Records from a data source
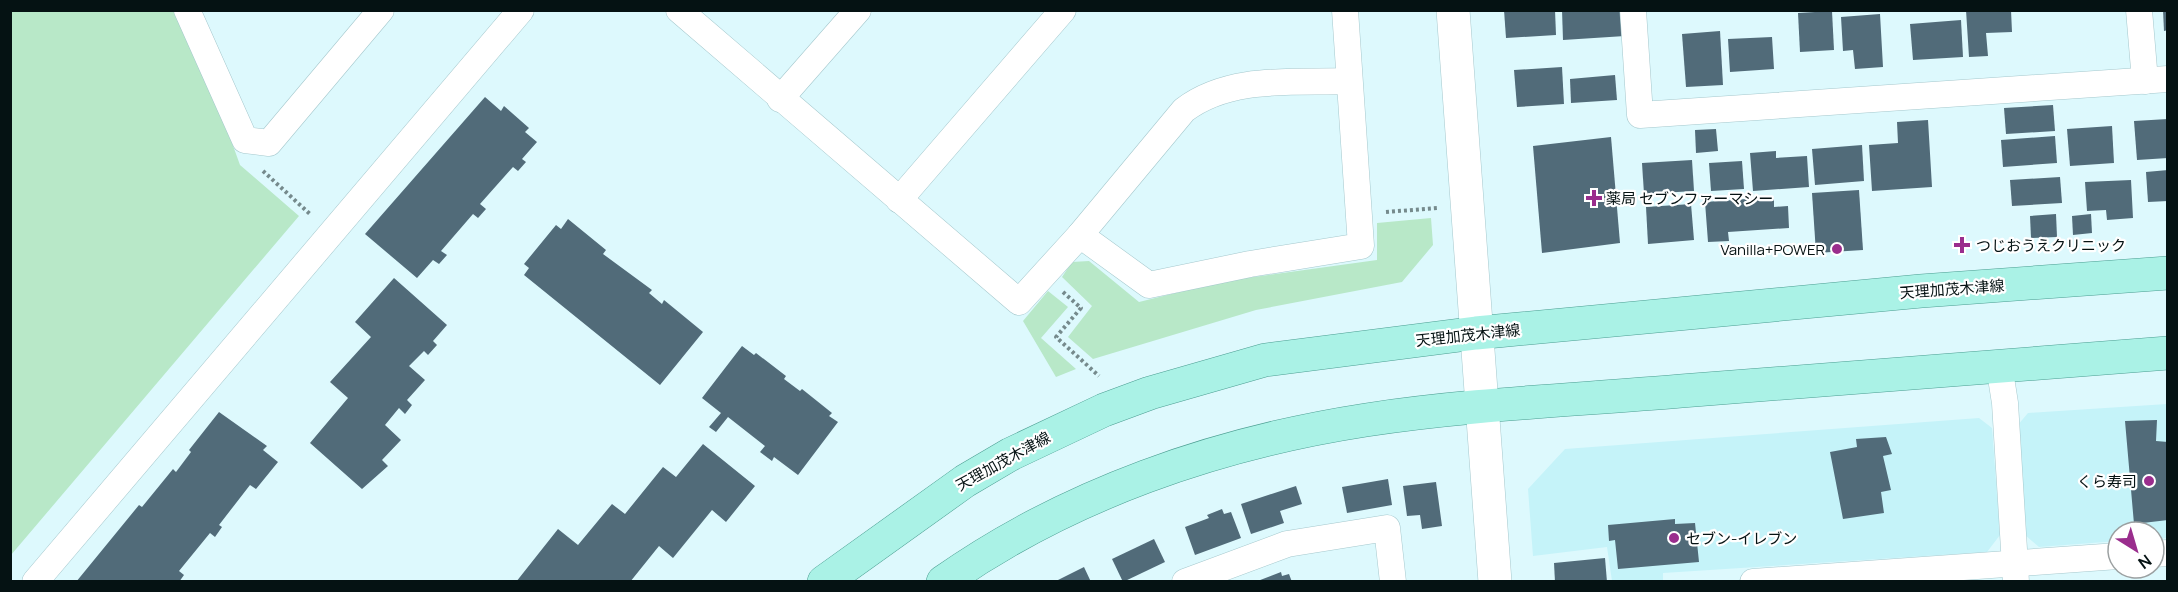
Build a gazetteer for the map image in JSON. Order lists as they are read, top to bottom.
{
  "streets": {
    "main road": ["天理加茂木津線"]
  },
  "places": {
    "health": ["薬局 セブンファーマシー", "つじおうえクリニック"],
    "other": ["Vanilla+POWER", "くら寿司", "セブン-イレブン"]
  },
  "north": "bottom right"
}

_Exercise_
The copy must match each record exactly, apart from the images, which stay out.

_Result_
Build a gazetteer for the map image in JSON. Order lists as they are read, top to bottom.
{
  "streets": {
    "main road": ["天理加茂木津線"]
  },
  "places": {
    "health": ["薬局 セブンファーマシー", "つじおうえクリニック"],
    "other": ["Vanilla+POWER", "くら寿司", "セブン-イレブン"]
  },
  "north": "bottom right"
}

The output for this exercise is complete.